- Promotional poster
- Directed by: Laurent Slama
- Written by: Laurent Slama; Thomas Keumurian;
- Produced by: Maxime Montagne; Laurent Slama;
- Starring: Agathe Rousselle; Alex Lawther; Suzy Bemba; Jonas Bachan;
- Cinematography: Laurent Slama
- Edited by: Souliman Schelfout
- Music by: Jean-Charles Bastion
- Production company: 21 Juin CinémaLoulou
- Release date: 6 June 2025 (Tribeca Festival);
- Running time: 77 minutes
- Country: France
- Languages: English; French;

= A Second Life =

2025 French drama film by Laurent Slama

A Second Life is a 2025 French drama film written and directed by Laurent Slama and starring Agathe Rousselle and Alex Lawther.

==Plot==
During the Olympic Games in Paris, Elisabeth, a hearing-impaired woman grappling with depression, manages short-term rentals while seeking respite from the city's chaos by removing her hearing aids.

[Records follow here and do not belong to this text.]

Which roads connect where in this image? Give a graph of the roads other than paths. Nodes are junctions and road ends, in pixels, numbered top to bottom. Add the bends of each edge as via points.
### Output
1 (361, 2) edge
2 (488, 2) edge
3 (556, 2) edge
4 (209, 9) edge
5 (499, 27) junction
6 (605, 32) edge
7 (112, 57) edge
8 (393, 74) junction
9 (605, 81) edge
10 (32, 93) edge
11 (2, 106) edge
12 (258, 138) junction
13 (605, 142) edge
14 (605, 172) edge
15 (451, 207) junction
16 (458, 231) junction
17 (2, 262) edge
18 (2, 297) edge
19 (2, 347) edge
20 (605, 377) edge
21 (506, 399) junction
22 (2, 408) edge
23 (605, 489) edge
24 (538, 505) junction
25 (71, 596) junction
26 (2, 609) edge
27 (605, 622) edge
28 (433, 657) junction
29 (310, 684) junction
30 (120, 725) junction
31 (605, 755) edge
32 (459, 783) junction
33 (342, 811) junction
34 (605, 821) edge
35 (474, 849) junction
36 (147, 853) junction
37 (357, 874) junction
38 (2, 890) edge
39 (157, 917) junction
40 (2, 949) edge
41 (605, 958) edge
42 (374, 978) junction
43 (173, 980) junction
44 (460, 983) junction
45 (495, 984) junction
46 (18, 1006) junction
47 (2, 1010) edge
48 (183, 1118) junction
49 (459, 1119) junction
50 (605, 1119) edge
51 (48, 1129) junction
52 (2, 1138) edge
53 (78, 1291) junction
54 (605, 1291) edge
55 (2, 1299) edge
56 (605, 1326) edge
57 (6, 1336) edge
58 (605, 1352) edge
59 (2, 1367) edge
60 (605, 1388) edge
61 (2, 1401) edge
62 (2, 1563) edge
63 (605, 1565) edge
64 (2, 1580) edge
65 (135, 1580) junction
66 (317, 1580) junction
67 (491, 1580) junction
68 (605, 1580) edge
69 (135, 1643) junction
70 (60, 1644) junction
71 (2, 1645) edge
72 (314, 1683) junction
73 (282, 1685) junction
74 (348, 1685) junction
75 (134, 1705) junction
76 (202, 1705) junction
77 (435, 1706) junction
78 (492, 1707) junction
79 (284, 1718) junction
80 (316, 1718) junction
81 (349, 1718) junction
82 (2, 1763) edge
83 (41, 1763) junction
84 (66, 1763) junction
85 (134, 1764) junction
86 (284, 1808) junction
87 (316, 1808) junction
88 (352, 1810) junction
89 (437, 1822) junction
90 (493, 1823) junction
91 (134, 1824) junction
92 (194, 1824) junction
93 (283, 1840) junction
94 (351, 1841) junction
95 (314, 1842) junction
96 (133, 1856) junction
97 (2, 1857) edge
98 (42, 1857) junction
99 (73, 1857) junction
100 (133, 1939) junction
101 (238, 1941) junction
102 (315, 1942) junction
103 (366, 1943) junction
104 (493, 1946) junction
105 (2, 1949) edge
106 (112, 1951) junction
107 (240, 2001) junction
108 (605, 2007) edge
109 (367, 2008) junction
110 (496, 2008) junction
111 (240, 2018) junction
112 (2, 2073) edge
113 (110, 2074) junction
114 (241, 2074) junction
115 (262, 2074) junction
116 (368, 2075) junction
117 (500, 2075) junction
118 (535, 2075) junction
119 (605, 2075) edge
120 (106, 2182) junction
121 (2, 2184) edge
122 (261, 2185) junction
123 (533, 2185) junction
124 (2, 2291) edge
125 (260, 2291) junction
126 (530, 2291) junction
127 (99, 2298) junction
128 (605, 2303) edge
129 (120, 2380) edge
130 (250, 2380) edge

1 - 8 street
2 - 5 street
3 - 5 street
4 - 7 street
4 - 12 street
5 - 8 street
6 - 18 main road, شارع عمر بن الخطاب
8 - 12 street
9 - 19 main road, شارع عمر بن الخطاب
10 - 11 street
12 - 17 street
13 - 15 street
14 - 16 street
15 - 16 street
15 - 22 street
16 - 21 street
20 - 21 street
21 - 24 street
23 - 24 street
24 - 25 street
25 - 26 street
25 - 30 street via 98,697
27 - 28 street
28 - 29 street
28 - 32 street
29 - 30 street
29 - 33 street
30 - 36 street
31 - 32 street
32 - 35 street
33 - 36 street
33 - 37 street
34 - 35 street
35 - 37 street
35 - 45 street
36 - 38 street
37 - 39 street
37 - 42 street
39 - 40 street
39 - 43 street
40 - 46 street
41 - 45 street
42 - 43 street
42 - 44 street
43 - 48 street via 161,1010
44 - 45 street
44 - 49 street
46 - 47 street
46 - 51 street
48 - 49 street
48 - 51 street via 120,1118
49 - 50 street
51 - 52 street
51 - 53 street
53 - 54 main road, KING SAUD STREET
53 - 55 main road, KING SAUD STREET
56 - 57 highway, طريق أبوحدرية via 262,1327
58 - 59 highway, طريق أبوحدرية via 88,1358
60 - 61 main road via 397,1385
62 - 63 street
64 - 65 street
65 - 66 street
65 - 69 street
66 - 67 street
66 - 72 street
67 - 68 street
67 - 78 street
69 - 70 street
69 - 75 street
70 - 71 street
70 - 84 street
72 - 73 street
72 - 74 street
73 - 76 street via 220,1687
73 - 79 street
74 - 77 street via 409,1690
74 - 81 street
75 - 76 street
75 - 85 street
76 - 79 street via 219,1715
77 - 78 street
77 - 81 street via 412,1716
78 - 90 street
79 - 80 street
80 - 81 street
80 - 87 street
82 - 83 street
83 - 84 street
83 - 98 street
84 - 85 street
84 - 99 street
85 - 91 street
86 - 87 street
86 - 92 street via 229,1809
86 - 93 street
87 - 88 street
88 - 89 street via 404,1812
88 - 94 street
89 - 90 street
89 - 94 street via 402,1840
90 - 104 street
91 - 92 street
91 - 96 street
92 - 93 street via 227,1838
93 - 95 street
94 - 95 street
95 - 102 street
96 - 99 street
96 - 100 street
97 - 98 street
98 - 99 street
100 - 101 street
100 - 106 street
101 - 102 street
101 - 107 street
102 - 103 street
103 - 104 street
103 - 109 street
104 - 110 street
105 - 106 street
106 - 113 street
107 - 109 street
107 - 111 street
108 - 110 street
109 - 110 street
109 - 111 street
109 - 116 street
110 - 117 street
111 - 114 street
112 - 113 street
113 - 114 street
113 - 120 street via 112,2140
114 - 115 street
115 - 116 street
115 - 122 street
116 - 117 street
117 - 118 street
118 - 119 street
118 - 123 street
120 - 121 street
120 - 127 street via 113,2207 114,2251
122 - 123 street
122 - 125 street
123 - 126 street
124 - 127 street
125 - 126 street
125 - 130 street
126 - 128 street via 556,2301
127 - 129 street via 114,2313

Her day shifts dramatically when she meets Elijah, a free-spirited Californian, and finds a rare connection amid the noise of the opening ceremony.

==Cast==
- Agathe Rousselle as Elisabeth
- Alex Lawther as Elijah
- Suzy Bemba
- Jonas Bachan

==Production==
The film was largely shot on location in Paris during the 2024 Summer Olympics with a minimal crew.

==Release==
The film premiered at Tribeca Festival on 6 June 2025 in the International Narrative Competition. The film later screened as a Special Screening at the 59th Karlovy Vary International Film Festival in July 2025.

==Reception==
The Hollywood Reporter wrote that the film "avoids most of the clichés of your touristy Paris-set drama, all while using the genuine magic of the French capital," and praised Agathe Rousselle for carrying "a compellingly off-the-cuff Paris movie".

Cineuropa described it as "a beautiful platonic encounter" during the Paris Olympics, lauding its sensory depiction of Elisabeth’s perspective. James Y. Lee of Film Obsessive called it "a dramatically anodyne experience, where even on a formal and visual level, there’s very little about the film that excels."